----- Records to use -----
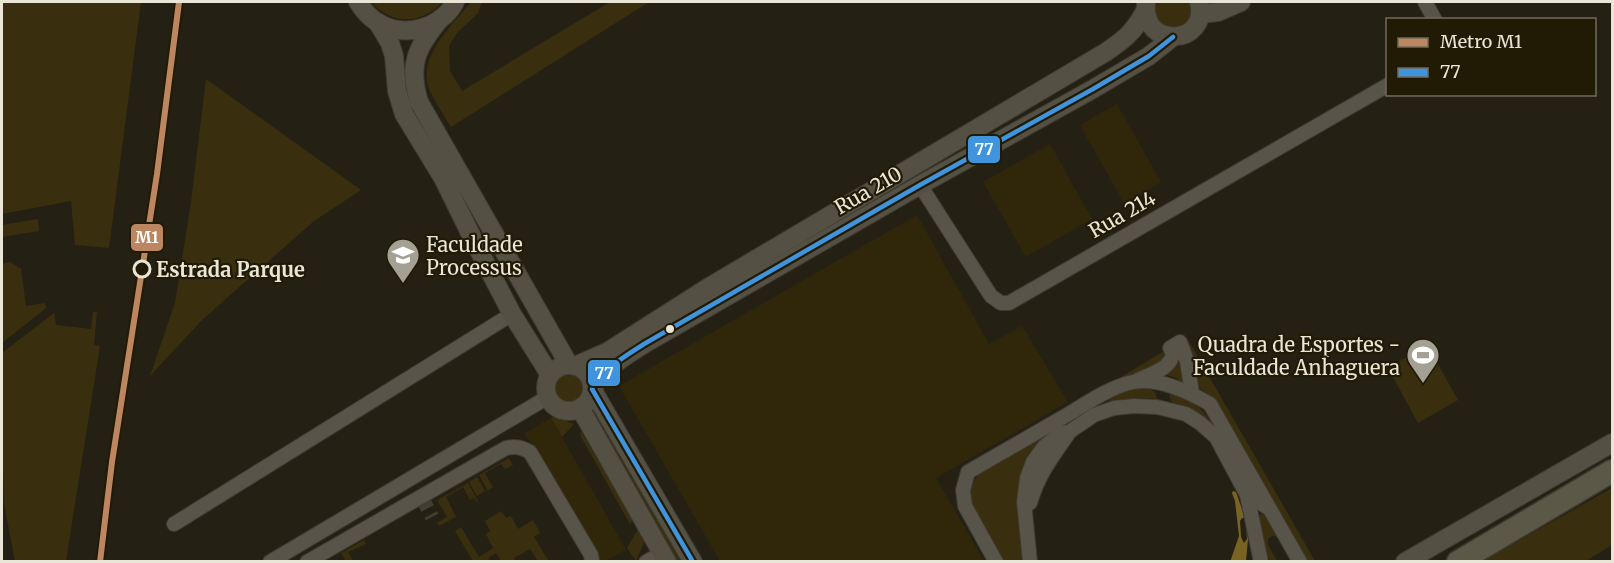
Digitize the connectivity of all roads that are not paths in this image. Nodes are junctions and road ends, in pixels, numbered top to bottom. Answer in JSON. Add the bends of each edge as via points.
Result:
{"nodes":[{"id":1,"x":358,"y":2,"type":"edge"},
{"id":2,"x":455,"y":2,"type":"edge"},
{"id":3,"x":1240,"y":2,"type":"edge"},
{"id":4,"x":1425,"y":2,"type":"edge"},
{"id":5,"x":1142,"y":5,"type":"edge"},
{"id":6,"x":1200,"y":8,"type":"edge"},
{"id":7,"x":1434,"y":18,"type":"edge"},
{"id":8,"x":440,"y":19,"type":"junction"},
{"id":9,"x":378,"y":23,"type":"junction"},
{"id":10,"x":1173,"y":37,"type":"junction"},
{"id":11,"x":1386,"y":86,"type":"edge"},
{"id":12,"x":426,"y":132,"type":"junction"},
{"id":13,"x":450,"y":173,"type":"junction"},
{"id":14,"x":920,"y":185,"type":"junction"},
{"id":15,"x":512,"y":314,"type":"junction"},
{"id":16,"x":572,"y":365,"type":"junction"},
{"id":17,"x":550,"y":375,"type":"junction"},
{"id":18,"x":1134,"y":382,"type":"junction"},
{"id":19,"x":592,"y":389,"type":"junction"},
{"id":20,"x":1192,"y":393,"type":"junction"},
{"id":21,"x":548,"y":397,"type":"junction"},
{"id":22,"x":580,"y":408,"type":"junction"},
{"id":23,"x":1612,"y":443,"type":"edge"},
{"id":24,"x":1612,"y":471,"type":"edge"},
{"id":25,"x":1247,"y":495,"type":"junction"},
{"id":26,"x":1269,"y":508,"type":"junction"},
{"id":27,"x":174,"y":524,"type":"dead end"},
{"id":28,"x":658,"y":559,"type":"edge"},
{"id":29,"x":270,"y":561,"type":"edge"},
{"id":30,"x":307,"y":561,"type":"edge"},
{"id":31,"x":592,"y":561,"type":"edge"},
{"id":32,"x":693,"y":561,"type":"edge"},
{"id":33,"x":996,"y":561,"type":"edge"},
{"id":34,"x":1030,"y":561,"type":"edge"},
{"id":35,"x":1261,"y":561,"type":"edge"},
{"id":36,"x":1300,"y":561,"type":"edge"},
{"id":37,"x":1405,"y":561,"type":"edge"},
{"id":38,"x":1458,"y":561,"type":"edge"}],
"edges":[{"from":1,"to":9,"type":"main road"},
{"from":2,"to":8,"type":"main road"},
{"from":3,"to":6,"type":"main road","via":[[1218,12]]},
{"from":4,"to":7,"type":"street"},
{"from":5,"to":10,"type":"main road","via":[[1154,30]]},
{"from":5,"to":16,"type":"main road","name":"Rua 210","via":[[1137,27],[1106,52],[607,352]]},
{"from":6,"to":10,"type":"main road","name":"Rua 210","via":[[1191,31]]},
{"from":8,"to":9,"type":"main road","via":[[410,30]]},
{"from":8,"to":12,"type":"main road","via":[[425,37],[413,69]]},
{"from":9,"to":12,"type":"main road","via":[[394,56],[404,114]]},
{"from":10,"to":14,"type":"main road","name":"Rua 210","via":[[1131,67]]},
{"from":11,"to":14,"type":"street","name":"Rua 214","via":[[1009,303],[991,296]]},
{"from":12,"to":13,"type":"main road"},
{"from":13,"to":15,"type":"main road","via":[[474,241]]},
{"from":13,"to":16,"type":"main road"},
{"from":14,"to":19,"type":"main road","name":"Rua 210","via":[[615,362]]},
{"from":15,"to":17,"type":"main road"},
{"from":15,"to":27,"type":"street"},
{"from":16,"to":17,"type":"main road","via":[[558,368]]},
{"from":16,"to":19,"type":"main road","via":[[588,374]]},
{"from":17,"to":21,"type":"main road"},
{"from":18,"to":20,"type":"street","via":[[1158,382]]},
{"from":18,"to":20,"type":"street","via":[[1170,363],[1170,348],[1180,342]]},
{"from":18,"to":33,"type":"street","via":[[1091,400],[968,472],[963,490],[966,506]]},
{"from":19,"to":22,"type":"main road"},
{"from":19,"to":32,"type":"main road"},
{"from":20,"to":26,"type":"street","via":[[1210,404]]},
{"from":21,"to":22,"type":"main road","via":[[566,411]]},
{"from":21,"to":29,"type":"street"},
{"from":22,"to":28,"type":"main road"},
{"from":23,"to":37,"type":"main road"},
{"from":24,"to":38,"type":"highway"},
{"from":25,"to":26,"type":"street"},
{"from":25,"to":34,"type":"street","via":[[1216,437],[1200,423],[1186,414],[1157,406],[1114,408],[1061,433],[1033,462],[1024,502]]},
{"from":25,"to":35,"type":"street"},
{"from":26,"to":36,"type":"street"},
{"from":30,"to":31,"type":"street","via":[[410,510],[514,446],[530,452],[544,490]]}]}
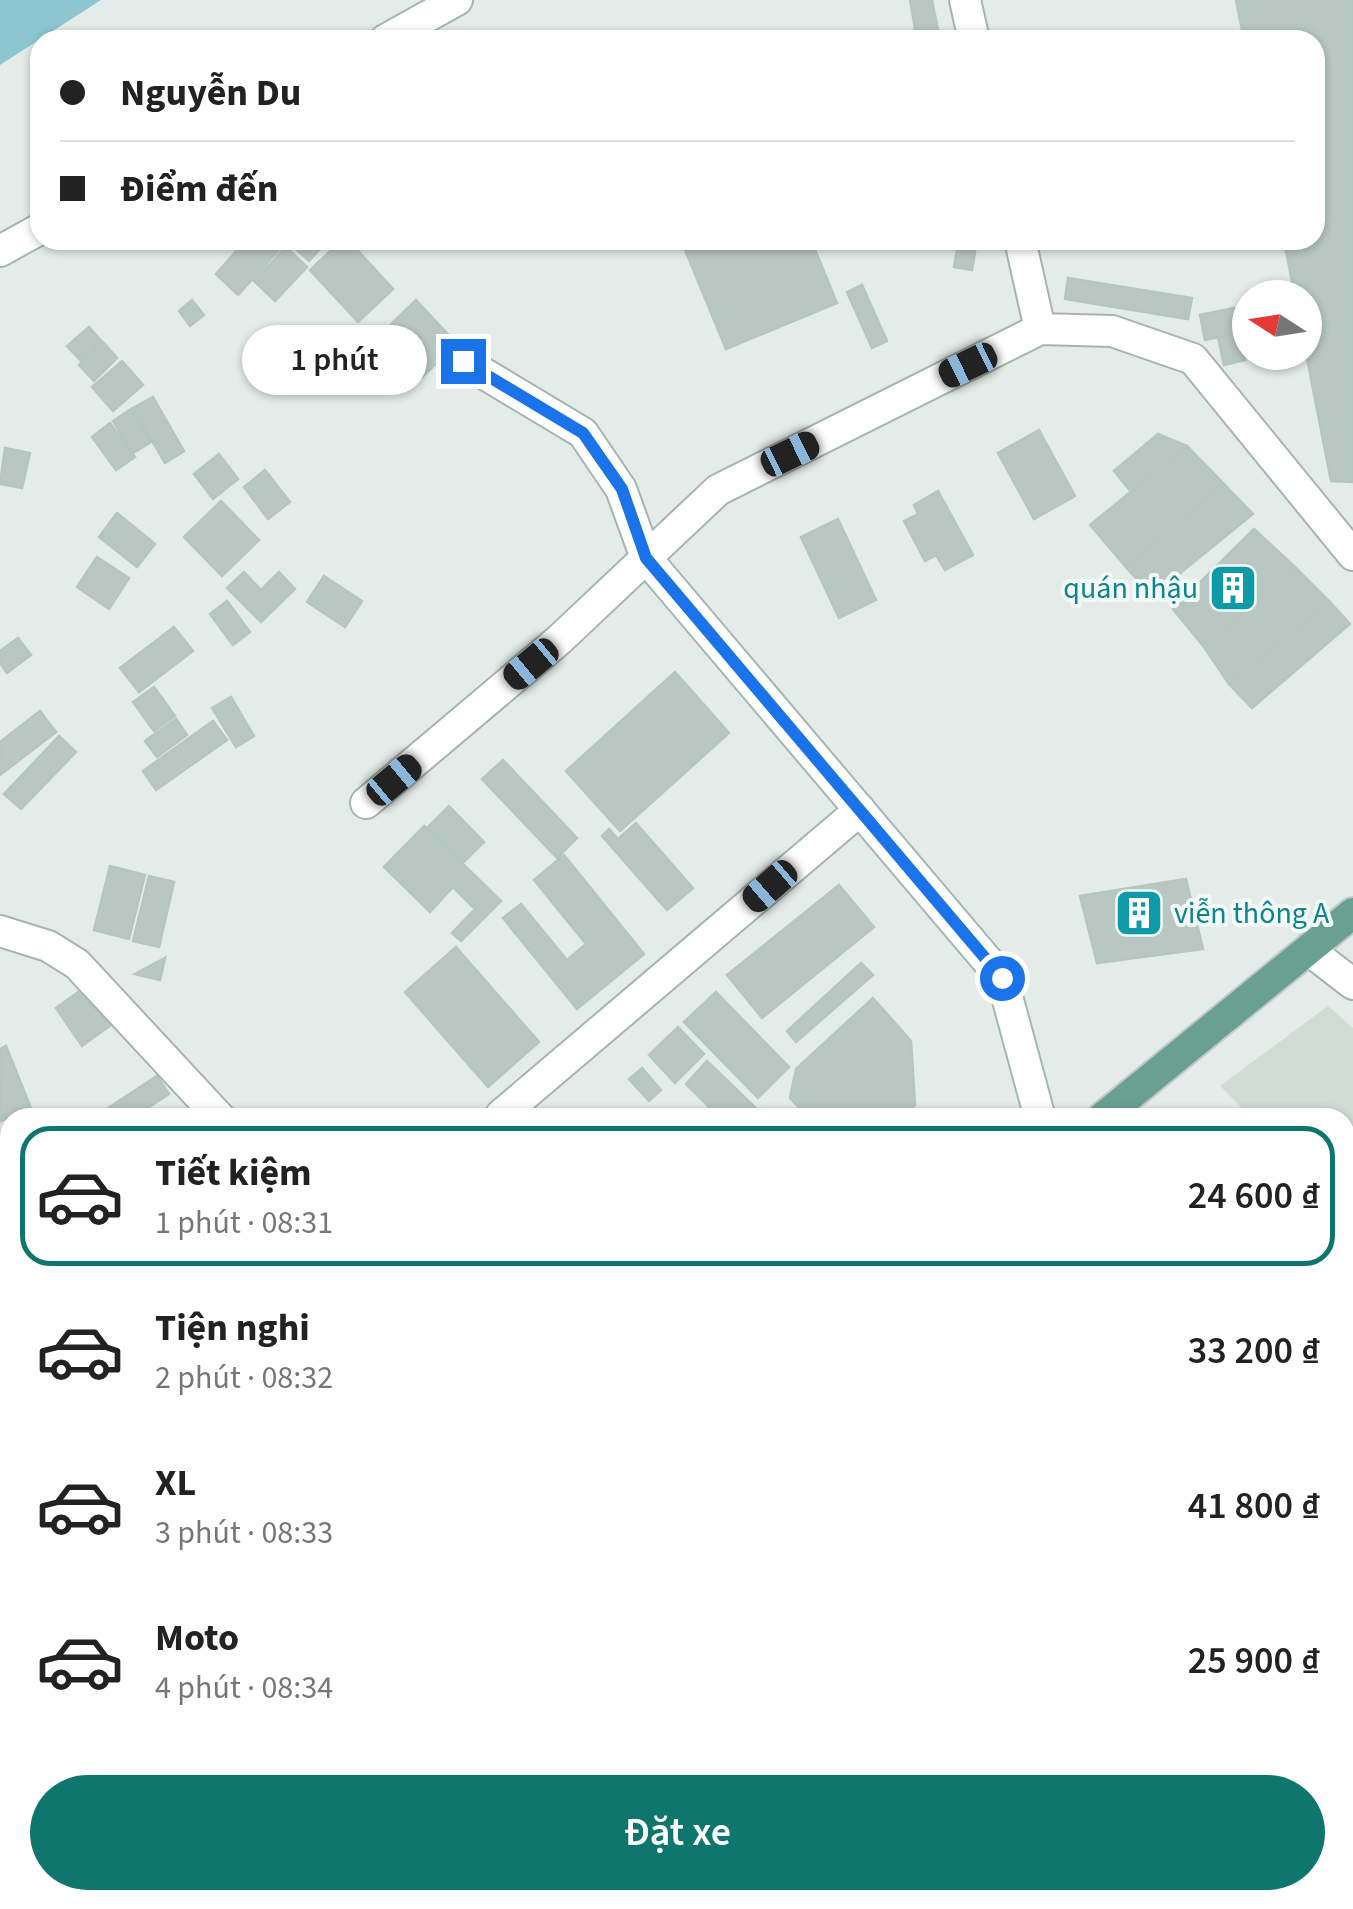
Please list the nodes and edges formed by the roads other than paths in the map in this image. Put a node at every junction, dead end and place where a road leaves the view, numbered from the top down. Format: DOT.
graph roads {
  1 [pos="458,0"];
  2 [pos="964,0"];
  3 [pos="403,30"];
  4 [pos="972,30"];
  5 [pos="30,236"];
  6 [pos="1022,250"];
  7 [pos="0,252"];
  8 [pos="1040,329"];
  9 [pos="463,361"];
  10 [pos="1353,556"];
  11 [pos="646,558"];
  12 [pos="366,803"];
  13 [pos="860,810"];
  14 [pos="1353,913"];
  15 [pos="0,931"];
  16 [pos="1309,950"];
  17 [pos="1353,984"];
  18 [pos="211,1108"];
  19 [pos="509,1108"];
  20 [pos="1037,1108"];
  21 [pos="1114,1108"];
  1 -- 3 [label="street"];
  2 -- 4 [label="street"];
  5 -- 7 [label="street"];
  6 -- 8 [label="street"];
  8 -- 10 [label="street"];
  8 -- 11 [label="street"];
  9 -- 11 [label="street"];
  11 -- 12 [label="street"];
  11 -- 13 [label="street"];
  13 -- 19 [label="street"];
  13 -- 20 [label="street"];
  14 -- 16 [label="main road"];
  15 -- 18 [label="street"];
  16 -- 17 [label="street"];
  16 -- 21 [label="main road"];
}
-----
### Exercise directions
You need to restate all of the entries above exactly and leave the pictures behind.

### Solved exercise
Digitize the connectivity of all roads that are not paths in this image. Nodes are junctions and road ends, in pixels, numbered top to bottom. Answer in JSON. Add the bends of each edge as via points.
Result:
{"nodes":[{"id":1,"x":358,"y":2,"type":"edge"},
{"id":2,"x":455,"y":2,"type":"edge"},
{"id":3,"x":1240,"y":2,"type":"edge"},
{"id":4,"x":1425,"y":2,"type":"edge"},
{"id":5,"x":1142,"y":5,"type":"edge"},
{"id":6,"x":1200,"y":8,"type":"edge"},
{"id":7,"x":1434,"y":18,"type":"edge"},
{"id":8,"x":440,"y":19,"type":"junction"},
{"id":9,"x":378,"y":23,"type":"junction"},
{"id":10,"x":1173,"y":37,"type":"junction"},
{"id":11,"x":1386,"y":86,"type":"edge"},
{"id":12,"x":426,"y":132,"type":"junction"},
{"id":13,"x":450,"y":173,"type":"junction"},
{"id":14,"x":920,"y":185,"type":"junction"},
{"id":15,"x":512,"y":314,"type":"junction"},
{"id":16,"x":572,"y":365,"type":"junction"},
{"id":17,"x":550,"y":375,"type":"junction"},
{"id":18,"x":1134,"y":382,"type":"junction"},
{"id":19,"x":592,"y":389,"type":"junction"},
{"id":20,"x":1192,"y":393,"type":"junction"},
{"id":21,"x":548,"y":397,"type":"junction"},
{"id":22,"x":580,"y":408,"type":"junction"},
{"id":23,"x":1612,"y":443,"type":"edge"},
{"id":24,"x":1612,"y":471,"type":"edge"},
{"id":25,"x":1247,"y":495,"type":"junction"},
{"id":26,"x":1269,"y":508,"type":"junction"},
{"id":27,"x":174,"y":524,"type":"dead end"},
{"id":28,"x":658,"y":559,"type":"edge"},
{"id":29,"x":270,"y":561,"type":"edge"},
{"id":30,"x":307,"y":561,"type":"edge"},
{"id":31,"x":592,"y":561,"type":"edge"},
{"id":32,"x":693,"y":561,"type":"edge"},
{"id":33,"x":996,"y":561,"type":"edge"},
{"id":34,"x":1030,"y":561,"type":"edge"},
{"id":35,"x":1261,"y":561,"type":"edge"},
{"id":36,"x":1300,"y":561,"type":"edge"},
{"id":37,"x":1405,"y":561,"type":"edge"},
{"id":38,"x":1458,"y":561,"type":"edge"}],
"edges":[{"from":1,"to":9,"type":"main road"},
{"from":2,"to":8,"type":"main road"},
{"from":3,"to":6,"type":"main road","via":[[1218,12]]},
{"from":4,"to":7,"type":"street"},
{"from":5,"to":10,"type":"main road","via":[[1154,30]]},
{"from":5,"to":16,"type":"main road","name":"Rua 210","via":[[1137,27],[1106,52],[607,352]]},
{"from":6,"to":10,"type":"main road","name":"Rua 210","via":[[1191,31]]},
{"from":8,"to":9,"type":"main road","via":[[410,30]]},
{"from":8,"to":12,"type":"main road","via":[[425,37],[413,69]]},
{"from":9,"to":12,"type":"main road","via":[[394,56],[404,114]]},
{"from":10,"to":14,"type":"main road","name":"Rua 210","via":[[1131,67]]},
{"from":11,"to":14,"type":"street","name":"Rua 214","via":[[1009,303],[991,296]]},
{"from":12,"to":13,"type":"main road"},
{"from":13,"to":15,"type":"main road","via":[[474,241]]},
{"from":13,"to":16,"type":"main road"},
{"from":14,"to":19,"type":"main road","name":"Rua 210","via":[[615,362]]},
{"from":15,"to":17,"type":"main road"},
{"from":15,"to":27,"type":"street"},
{"from":16,"to":17,"type":"main road","via":[[558,368]]},
{"from":16,"to":19,"type":"main road","via":[[588,374]]},
{"from":17,"to":21,"type":"main road"},
{"from":18,"to":20,"type":"street","via":[[1158,382]]},
{"from":18,"to":20,"type":"street","via":[[1170,363],[1170,348],[1180,342]]},
{"from":18,"to":33,"type":"street","via":[[1091,400],[968,472],[963,490],[966,506]]},
{"from":19,"to":22,"type":"main road"},
{"from":19,"to":32,"type":"main road"},
{"from":20,"to":26,"type":"street","via":[[1210,404]]},
{"from":21,"to":22,"type":"main road","via":[[566,411]]},
{"from":21,"to":29,"type":"street"},
{"from":22,"to":28,"type":"main road"},
{"from":23,"to":37,"type":"main road"},
{"from":24,"to":38,"type":"highway"},
{"from":25,"to":26,"type":"street"},
{"from":25,"to":34,"type":"street","via":[[1216,437],[1200,423],[1186,414],[1157,406],[1114,408],[1061,433],[1033,462],[1024,502]]},
{"from":25,"to":35,"type":"street"},
{"from":26,"to":36,"type":"street"},
{"from":30,"to":31,"type":"street","via":[[410,510],[514,446],[530,452],[544,490]]}]}
Please list the nodes and edges formed by the roads other than paths in the map in this image. Put a node at every junction, dead end and place where a road leaves the view, numbered from the top down. Format: DOT.
graph roads {
  1 [pos="458,0"];
  2 [pos="964,0"];
  3 [pos="403,30"];
  4 [pos="972,30"];
  5 [pos="30,236"];
  6 [pos="1022,250"];
  7 [pos="0,252"];
  8 [pos="1040,329"];
  9 [pos="463,361"];
  10 [pos="1353,556"];
  11 [pos="646,558"];
  12 [pos="366,803"];
  13 [pos="860,810"];
  14 [pos="1353,913"];
  15 [pos="0,931"];
  16 [pos="1309,950"];
  17 [pos="1353,984"];
  18 [pos="211,1108"];
  19 [pos="509,1108"];
  20 [pos="1037,1108"];
  21 [pos="1114,1108"];
  1 -- 3 [label="street"];
  2 -- 4 [label="street"];
  5 -- 7 [label="street"];
  6 -- 8 [label="street"];
  8 -- 10 [label="street"];
  8 -- 11 [label="street"];
  9 -- 11 [label="street"];
  11 -- 12 [label="street"];
  11 -- 13 [label="street"];
  13 -- 19 [label="street"];
  13 -- 20 [label="street"];
  14 -- 16 [label="main road"];
  15 -- 18 [label="street"];
  16 -- 17 [label="street"];
  16 -- 21 [label="main road"];
}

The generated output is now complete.